Un violento pestaggio a sfondo omofobo si è consumato sulla spiaggia di Porto Istana, nei pressi di Olbia, dove un promoter trentanovenne e tre suoi amici sono stati aggrediti al termine di una serata promossa dal collettivo queer milanese 'Biscotto della fortuna'.
A denunciare l'episodio sui propri canali social e formalmente alle forze dell'ordine è stato Angelo Ratti, rimasto ferito a terra insieme ai compagni mentre il gruppo di aggressori danneggiava anche le attrezzature del service.
"Trenta contro uno" ha raccontato la vittima ricostruendo il gravissimo episodio avvenuto nei giorni precedenti al Ferragosto, definendolo senza esitazioni un attacco legato al proprio orientamento sessuale.
L'accaduto ha mobilitato la comunità con il lancio di una campagna di crowdfunding a supporto degli aggrediti: "Un brutale attacco omofobo" si legge nella presentazione della raccolta fondi online ideata per coprire le spese mediche, la tutela legale e il risarcimento della strumentazione distrutta. "Ogni contributo, anche il più piccolo, è molto più di una donazione: significa trasformare l'indignazione in cura, difesa e possibilità concreta. Significa dire ad Angelo e tutte le vittime dirette e indirette che non sono sole. Significa dimostrare che la comunità è molto più forte di chi odia".

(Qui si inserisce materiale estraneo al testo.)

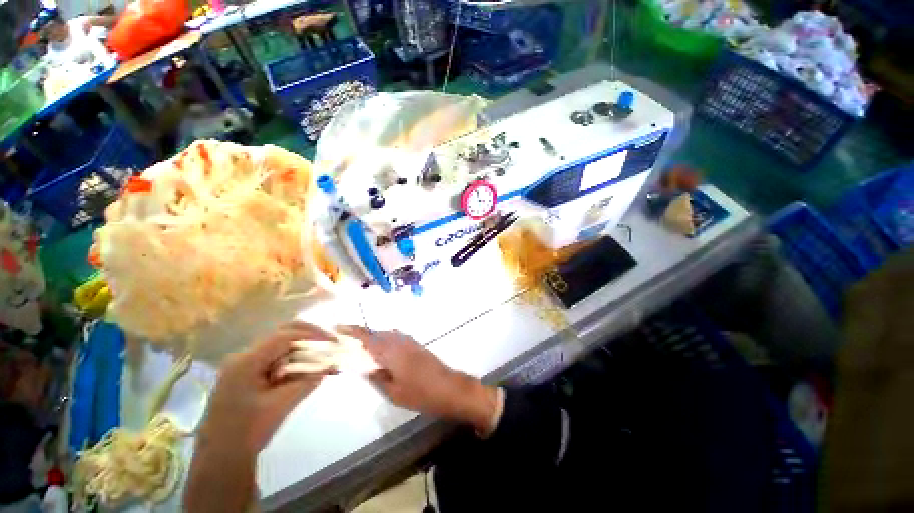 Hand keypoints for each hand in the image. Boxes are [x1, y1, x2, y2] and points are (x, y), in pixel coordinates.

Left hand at [199, 321, 332, 452]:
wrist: (219, 458)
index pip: (285, 336)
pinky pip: (273, 359)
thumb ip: (307, 380)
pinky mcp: (245, 375)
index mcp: (246, 362)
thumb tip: (330, 364)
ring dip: (301, 349)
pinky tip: (304, 369)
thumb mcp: (282, 404)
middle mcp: (242, 357)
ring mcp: (242, 365)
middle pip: (281, 334)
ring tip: (320, 359)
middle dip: (308, 336)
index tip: (332, 341)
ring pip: (278, 346)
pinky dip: (292, 360)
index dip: (312, 334)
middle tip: (328, 343)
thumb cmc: (248, 432)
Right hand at [337, 325, 500, 433]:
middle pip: (376, 333)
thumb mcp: (394, 392)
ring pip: (386, 334)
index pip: (367, 337)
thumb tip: (364, 367)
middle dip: (361, 335)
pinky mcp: (416, 344)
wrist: (448, 387)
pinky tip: (383, 352)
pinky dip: (385, 340)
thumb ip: (378, 377)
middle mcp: (399, 341)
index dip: (352, 330)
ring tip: (362, 348)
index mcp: (391, 352)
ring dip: (374, 337)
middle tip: (347, 342)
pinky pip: (396, 337)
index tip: (338, 327)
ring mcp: (409, 341)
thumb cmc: (420, 393)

I promotori dell'iniziativa hanno precisato che le somme eccedenti le spese sostenute saranno devolute all'associazione Milano Checkpoint, da cui sono giunti attestati di vicinanza unitamente ai circoli Masada e Amelia. Sulla vicenda la Procura della Repubblica di Tempio Pausania ha aperto un fascicolo d'inchiesta per identificare i membri del branco.